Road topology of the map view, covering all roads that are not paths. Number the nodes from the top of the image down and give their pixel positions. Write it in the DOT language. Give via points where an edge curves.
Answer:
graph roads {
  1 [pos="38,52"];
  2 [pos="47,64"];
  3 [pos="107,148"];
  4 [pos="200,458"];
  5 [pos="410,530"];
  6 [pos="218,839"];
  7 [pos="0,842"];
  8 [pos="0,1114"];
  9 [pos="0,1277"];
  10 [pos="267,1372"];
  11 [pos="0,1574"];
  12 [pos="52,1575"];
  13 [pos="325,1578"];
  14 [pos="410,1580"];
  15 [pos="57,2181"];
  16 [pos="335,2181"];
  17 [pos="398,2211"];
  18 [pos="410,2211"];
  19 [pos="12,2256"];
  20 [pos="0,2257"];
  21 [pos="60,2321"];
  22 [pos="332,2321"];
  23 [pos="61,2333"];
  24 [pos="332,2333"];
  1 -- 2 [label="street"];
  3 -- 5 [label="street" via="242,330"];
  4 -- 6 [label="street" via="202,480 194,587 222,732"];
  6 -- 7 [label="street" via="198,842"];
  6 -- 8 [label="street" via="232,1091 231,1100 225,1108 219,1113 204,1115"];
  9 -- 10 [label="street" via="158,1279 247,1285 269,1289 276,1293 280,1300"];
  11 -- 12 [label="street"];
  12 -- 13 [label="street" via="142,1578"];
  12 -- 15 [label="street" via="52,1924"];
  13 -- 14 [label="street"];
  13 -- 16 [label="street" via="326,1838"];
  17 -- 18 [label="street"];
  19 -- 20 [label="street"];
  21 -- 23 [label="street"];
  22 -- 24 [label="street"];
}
· · · · ·
Requirement — Filter the entries and keep only the lines holding "roads".

Result of the exercise —
Road topology of the map view, covering all roads that are not paths. Number the nodes from the top of the image down and give their pixel positions. Write it in the DOT language. Give via points where an edge curves.
graph roads {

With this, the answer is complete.